A Foursquare game for bribes, a Facebook page for traffic violators, and an app where police officers help reveal speed traps are powered by transparency--and shame.
Mark Zuckerberg might serve as a better model than James Bond in the fight against corruption. Clever social media developers are illuminating shady activity.
In India, police ask Facebook users to post pictures of the unruly drivers that have turned their overcrowded streets into a gauntlet. A Foursquare-like geolocation app called BribeSpot allows users to "check in" to an exact location where they've been coerced into bribery. And an app-maker alerts drivers to once-hidden speed traps--with full cooperation from cops.
On the Internet, fighting crime is more about shame and awareness than punishment and secrecy.
Corruption
The "Arab Spring" is one of the most recent phenomenon sparked in part by the new transparency--leaked cables revealed unequivocal admissions of corruption in Tunisia and kicked off international Arab protests. Geolcation app, BribeSpot, is the latest in a series of crowdsouced corruption reporting tools which hopes to leverage that same emotional power of awareness.
After users check in to the location were the bribe was coerced, a bright big dollar sign is overlaid on a Google Map, and details on the offense are just a click away.
BribeSpot then offers up graphs and statistics for tracking trends and comparing countries.

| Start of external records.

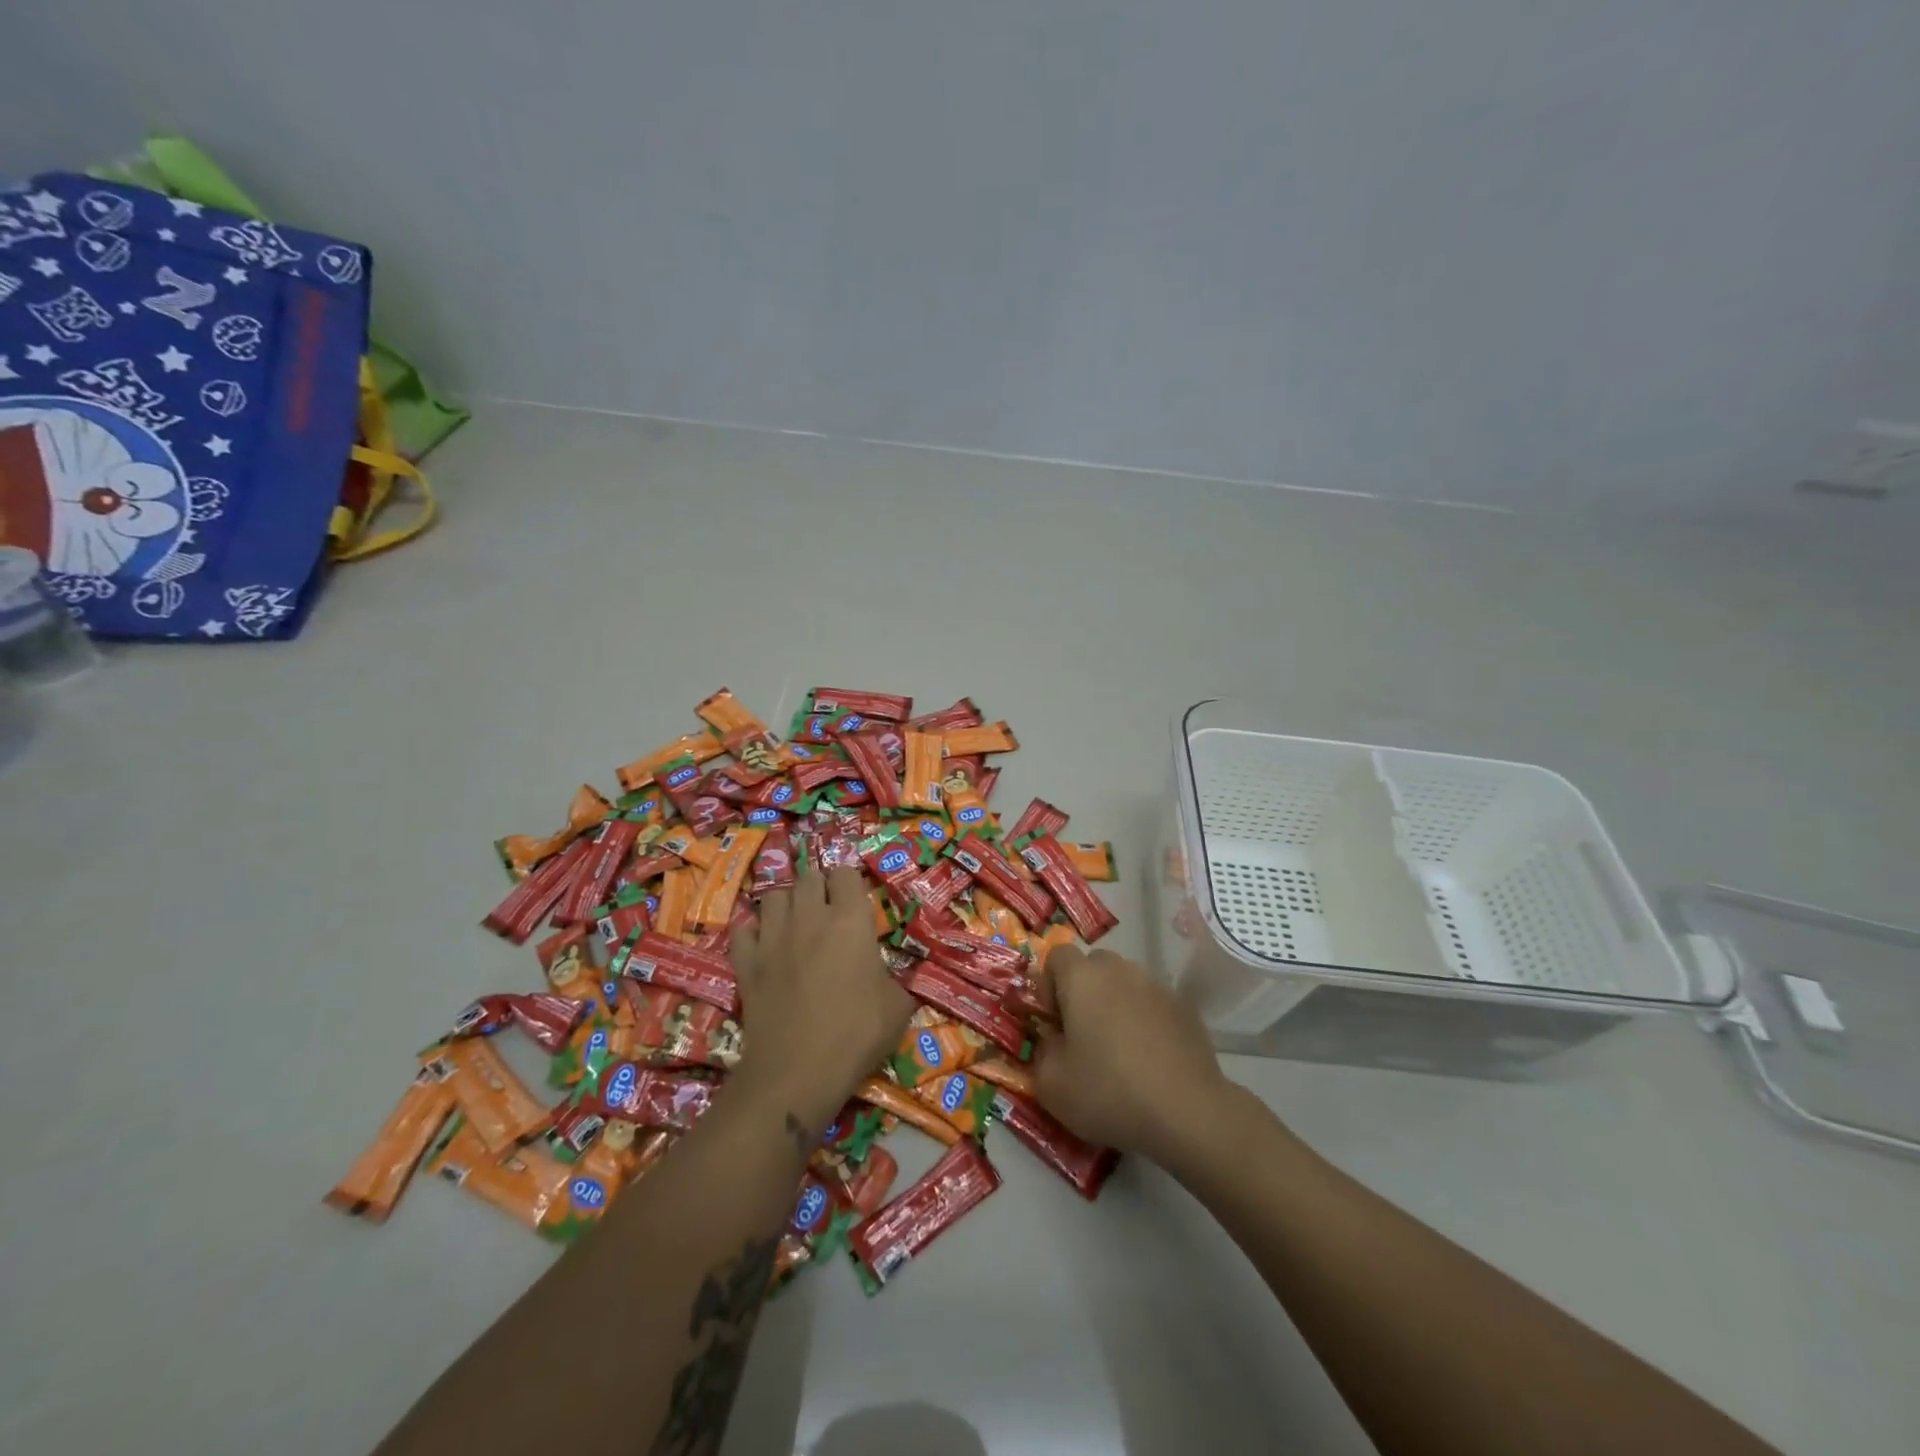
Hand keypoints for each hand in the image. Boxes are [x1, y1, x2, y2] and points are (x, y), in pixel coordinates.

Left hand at [732, 865, 914, 1132]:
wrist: (798, 1071)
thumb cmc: (857, 1035)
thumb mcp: (899, 1008)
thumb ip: (899, 980)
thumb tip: (894, 978)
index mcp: (851, 920)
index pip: (846, 873)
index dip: (851, 883)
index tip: (856, 900)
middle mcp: (809, 917)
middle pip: (808, 877)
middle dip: (819, 887)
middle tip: (828, 910)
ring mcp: (772, 937)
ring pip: (773, 896)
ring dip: (786, 904)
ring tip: (795, 923)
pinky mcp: (746, 962)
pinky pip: (743, 929)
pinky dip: (752, 932)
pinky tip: (763, 946)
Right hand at [1032, 946, 1234, 1163]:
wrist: (1187, 1112)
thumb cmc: (1109, 1093)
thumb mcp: (1052, 1085)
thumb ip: (1042, 1051)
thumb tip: (1052, 1038)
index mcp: (1082, 978)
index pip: (1057, 955)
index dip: (1049, 984)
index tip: (1054, 1020)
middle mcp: (1120, 970)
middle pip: (1094, 965)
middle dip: (1083, 991)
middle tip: (1083, 1034)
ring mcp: (1156, 986)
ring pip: (1126, 982)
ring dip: (1116, 1003)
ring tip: (1120, 1048)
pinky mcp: (1185, 1007)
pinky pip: (1153, 1003)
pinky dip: (1146, 1020)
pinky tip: (1151, 1058)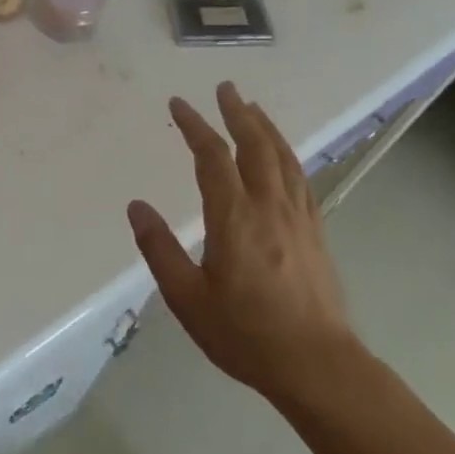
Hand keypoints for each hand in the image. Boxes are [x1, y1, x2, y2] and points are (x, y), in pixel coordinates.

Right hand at [128, 82, 358, 410]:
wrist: (318, 366)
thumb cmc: (245, 334)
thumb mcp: (188, 298)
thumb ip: (160, 249)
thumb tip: (136, 207)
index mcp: (235, 219)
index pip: (213, 158)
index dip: (195, 126)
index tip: (179, 104)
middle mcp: (269, 208)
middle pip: (255, 146)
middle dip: (238, 113)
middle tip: (225, 88)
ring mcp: (298, 218)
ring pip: (283, 158)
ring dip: (266, 128)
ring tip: (252, 108)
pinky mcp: (315, 232)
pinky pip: (300, 179)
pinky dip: (287, 155)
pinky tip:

Like the first months (or years) of many social media platforms, the site is ridiculously thin on users (there are certainly more than 200 worldwide incidences of bribery ... and Africa is no poster country for law and order). At least one earlier bribe tip website, I Paid A Bribe, has already amassed thousands of reports, giving confidence that the genre of whistle-blowing sites has a latent audience eager to report.
Either way, most bribers might fear reporting engaging in illegal activity, paralyzing the low reporting rate to numbers far below the actually number of incidences. In response, India's chief economic advisor, Kaushik Basu, made the bold recommendation to legalize bribe giving. Taking a cue from game theory, the quantitative way economists predict whether individuals will cooperate or compete, he writes,
The reasoning is that once the law is altered in this manner, after the act of bribery is committed, the interests of the bribe giver and the bribe taker will be at divergence. The bribe giver will be willing to cooperate in getting the bribe taker caught. Knowing that this will happen, the bribe taker will be deterred from taking a bribe. [PDF]
To date, the intended benefits of bribe transparency is theoretical: Some governments, especially the worst ones, may be so entrenched in corruption that there's nothing left to shame. The effects of WikiLeaks, however, were a shock, and new technologies are just beginning to experiment with how else awareness can be effective.
Facebooking Traffic
Policing one of the most densely populated cities on Earth is an unwieldy task. The anonymity of large crowds combined with the expletive-drenched frustration of stalled traffic results in cars parked on crosswalks, dangerously illegal turns, and more. So New Delhi traffic officers turned to a modern-day solution: Facebook.
Concerned motorists are encouraged to upload photos of traffic no-noes to the Delhi Traffic Police fan page, which then tips officers to investigate the accusation. The page is seeing impressive success and has amassed some 60,226 fans. Just three hours before the writing of this article, an update was posted with a picture of a swerving vehicle and this description, "Faulty no plate, completely tinted glasses and very rash driving (zig zag); one can see from the position of the vehicle on the road."
The strategy, in effect, creates a neighborhood watch the size of a city. "[I]t is not only traffic cops they need to worry about," Indian businessman and user of the Facebook page, Vijyan Jain, told the New York Times.
Slowing Down Traffic Voluntarily
In the United States, some traffic officers have formed an unlikely partnership with what would seem like a subversive enemy: an app maker whose tool alerts drivers to speed traps. Authority figures who support the app say it reminds drivers to slow down, especially in the most dangerous areas (a police officer responds at the 2:35 minute mark in the news video below; the story starts at 0:26).
One officer who agreed to be interviewed by Trapster said he uses the app himself:
I drive within 10mph of the speed limit. Sometimes I may drift up there on the interstates and Trapster usually reminds me to slow it down a notch. I’ve never been pulled over for speeding in the years I’ve used Trapster though!
To be fair, the radical transparency approach has its critics. RIM recently yanked Trapster from its app store (excuse me, App World) at the request of a cabal of powerful senators, including Senate Majority Leader Harry Reid. Critics of India's Kaushik worry that legalizing bribery would morally legitimize corruption and actually have little effect.
The technology is simply too new to have any certain effects. However, the tectonic effects of exposed cables reveals just how surprisingly effective transparent technologies can be.